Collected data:
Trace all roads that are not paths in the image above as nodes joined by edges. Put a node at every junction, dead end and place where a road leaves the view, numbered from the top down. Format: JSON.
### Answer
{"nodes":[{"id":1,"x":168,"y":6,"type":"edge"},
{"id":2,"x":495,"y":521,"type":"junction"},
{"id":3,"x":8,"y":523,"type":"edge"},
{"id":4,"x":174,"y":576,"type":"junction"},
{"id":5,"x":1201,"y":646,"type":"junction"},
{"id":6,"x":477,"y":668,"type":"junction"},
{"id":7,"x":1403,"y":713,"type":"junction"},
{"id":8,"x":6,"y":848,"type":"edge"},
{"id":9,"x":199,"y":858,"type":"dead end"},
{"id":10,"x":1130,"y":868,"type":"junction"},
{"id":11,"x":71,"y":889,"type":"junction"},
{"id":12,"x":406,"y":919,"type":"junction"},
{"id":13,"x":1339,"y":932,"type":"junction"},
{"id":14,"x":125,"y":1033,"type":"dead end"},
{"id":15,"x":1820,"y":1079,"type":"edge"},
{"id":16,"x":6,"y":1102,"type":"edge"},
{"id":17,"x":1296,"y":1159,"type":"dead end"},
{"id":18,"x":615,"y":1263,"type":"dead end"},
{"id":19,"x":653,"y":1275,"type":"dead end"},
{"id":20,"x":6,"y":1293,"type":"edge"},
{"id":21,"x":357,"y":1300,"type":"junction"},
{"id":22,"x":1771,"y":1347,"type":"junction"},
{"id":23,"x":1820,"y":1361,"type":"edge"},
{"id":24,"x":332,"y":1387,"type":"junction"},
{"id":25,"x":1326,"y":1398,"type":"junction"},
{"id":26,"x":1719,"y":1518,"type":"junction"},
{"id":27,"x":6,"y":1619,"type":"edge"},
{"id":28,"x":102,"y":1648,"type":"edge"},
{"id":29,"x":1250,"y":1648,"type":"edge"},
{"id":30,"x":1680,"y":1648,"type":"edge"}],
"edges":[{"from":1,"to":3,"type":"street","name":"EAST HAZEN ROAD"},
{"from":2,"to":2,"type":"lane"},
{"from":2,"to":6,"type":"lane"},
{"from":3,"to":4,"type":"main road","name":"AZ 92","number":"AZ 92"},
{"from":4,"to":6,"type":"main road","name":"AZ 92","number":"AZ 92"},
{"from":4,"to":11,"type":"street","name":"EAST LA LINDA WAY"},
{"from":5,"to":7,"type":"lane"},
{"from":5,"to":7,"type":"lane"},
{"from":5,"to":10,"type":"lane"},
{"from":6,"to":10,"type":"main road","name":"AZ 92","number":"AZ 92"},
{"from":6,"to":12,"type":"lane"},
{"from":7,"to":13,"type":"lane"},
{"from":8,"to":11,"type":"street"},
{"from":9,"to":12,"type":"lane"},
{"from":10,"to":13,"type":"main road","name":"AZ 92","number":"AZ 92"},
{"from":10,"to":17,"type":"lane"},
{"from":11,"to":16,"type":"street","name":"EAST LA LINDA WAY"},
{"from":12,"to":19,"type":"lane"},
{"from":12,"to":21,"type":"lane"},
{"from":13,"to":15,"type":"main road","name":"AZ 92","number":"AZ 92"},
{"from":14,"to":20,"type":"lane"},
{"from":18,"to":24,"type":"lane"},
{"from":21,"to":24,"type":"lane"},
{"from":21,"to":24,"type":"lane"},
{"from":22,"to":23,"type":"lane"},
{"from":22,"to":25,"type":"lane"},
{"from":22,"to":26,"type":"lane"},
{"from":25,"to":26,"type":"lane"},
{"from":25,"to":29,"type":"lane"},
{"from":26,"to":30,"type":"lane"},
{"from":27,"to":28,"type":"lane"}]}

__What you should do__
Reproduce the whole of the records exactly, so that no line differs from the source above.

__Solved exercise__
Trace all roads that are not paths in the image above as nodes joined by edges. Put a node at every junction, dead end and place where a road leaves the view, numbered from the top down. Format: JSON.
### Answer
{"nodes":[{"id":1,"x":168,"y":6,"type":"edge"},
{"id":2,"x":495,"y":521,"type":"junction"},
{"id":3,"x":8,"y":523,"type":"edge"},
{"id":4,"x":174,"y":576,"type":"junction"},
{"id":5,"x":1201,"y":646,"type":"junction"},
{"id":6,"x":477,"y":668,"type":"junction"},
{"id":7,"x":1403,"y":713,"type":"junction"},
{"id":8,"x":6,"y":848,"type":"edge"},
{"id":9,"x":199,"y":858,"type":"dead end"},
{"id":10,"x":1130,"y":868,"type":"junction"},
{"id":11,"x":71,"y":889,"type":"junction"},
{"id":12,"x":406,"y":919,"type":"junction"},
{"id":13,"x":1339,"y":932,"type":"junction"},
{"id":14,"x":125,"y":1033,"type":"dead end"},
{"id":15,"x":1820,"y":1079,"type":"edge"},
{"id":16,"x":6,"y":1102,"type":"edge"},
{"id":17,"x":1296,"y":1159,"type":"dead end"},
{"id":18,"x":615,"y":1263,"type":"dead end"},
{"id":19,"x":653,"y":1275,"type":"dead end"},
{"id":20,"x":6,"y":1293,"type":"edge"},
{"id":21,"x":357,"y":1300,"type":"junction"},
{"id":22,"x":1771,"y":1347,"type":"junction"},
{"id":23,"x":1820,"y":1361,"type":"edge"},
{"id":24,"x":332,"y":1387,"type":"junction"},
{"id":25,"x":1326,"y":1398,"type":"junction"},
{"id":26,"x":1719,"y":1518,"type":"junction"},
{"id":27,"x":6,"y":1619,"type":"edge"},
{"id":28,"x":102,"y":1648,"type":"edge"},
{"id":29,"x":1250,"y":1648,"type":"edge"},
{"id":30,"x":1680,"y":1648,"type":"edge"}],
"edges":[{"from":1,"to":3,"type":"street","name":"EAST HAZEN ROAD"},
{"from":2,"to":2,"type":"lane"},
{"from":2,"to":6,"type":"lane"},
{"from":3,"to":4,"type":"main road","name":"AZ 92","number":"AZ 92"},
{"from":4,"to":6,"type":"main road","name":"AZ 92","number":"AZ 92"},
{"from":4,"to":11,"type":"street","name":"EAST LA LINDA WAY"},
{"from":5,"to":7,"type":"lane"},
{"from":5,"to":7,"type":"lane"},
{"from":5,"to":10,"type":"lane"},
{"from":6,"to":10,"type":"main road","name":"AZ 92","number":"AZ 92"},
{"from":6,"to":12,"type":"lane"},
{"from":7,"to":13,"type":"lane"},
{"from":8,"to":11,"type":"street"},
{"from":9,"to":12,"type":"lane"},
{"from":10,"to":13,"type":"main road","name":"AZ 92","number":"AZ 92"},
{"from":10,"to":17,"type":"lane"},
{"from":11,"to":16,"type":"street","name":"EAST LA LINDA WAY"},
{"from":12,"to":19,"type":"lane"},
{"from":12,"to":21,"type":"lane"},
{"from":13,"to":15,"type":"main road","name":"AZ 92","number":"AZ 92"},
{"from":14,"to":20,"type":"lane"},
{"from":18,"to":24,"type":"lane"},
{"from":21,"to":24,"type":"lane"},
{"from":21,"to":24,"type":"lane"},
{"from":22,"to":23,"type":"lane"},
{"from":22,"to":25,"type":"lane"},
{"from":22,"to":26,"type":"lane"},
{"from":25,"to":26,"type":"lane"},
{"from":25,"to":29,"type":"lane"},
{"from":26,"to":30,"type":"lane"},
{"from":27,"to":28,"type":"lane"}]}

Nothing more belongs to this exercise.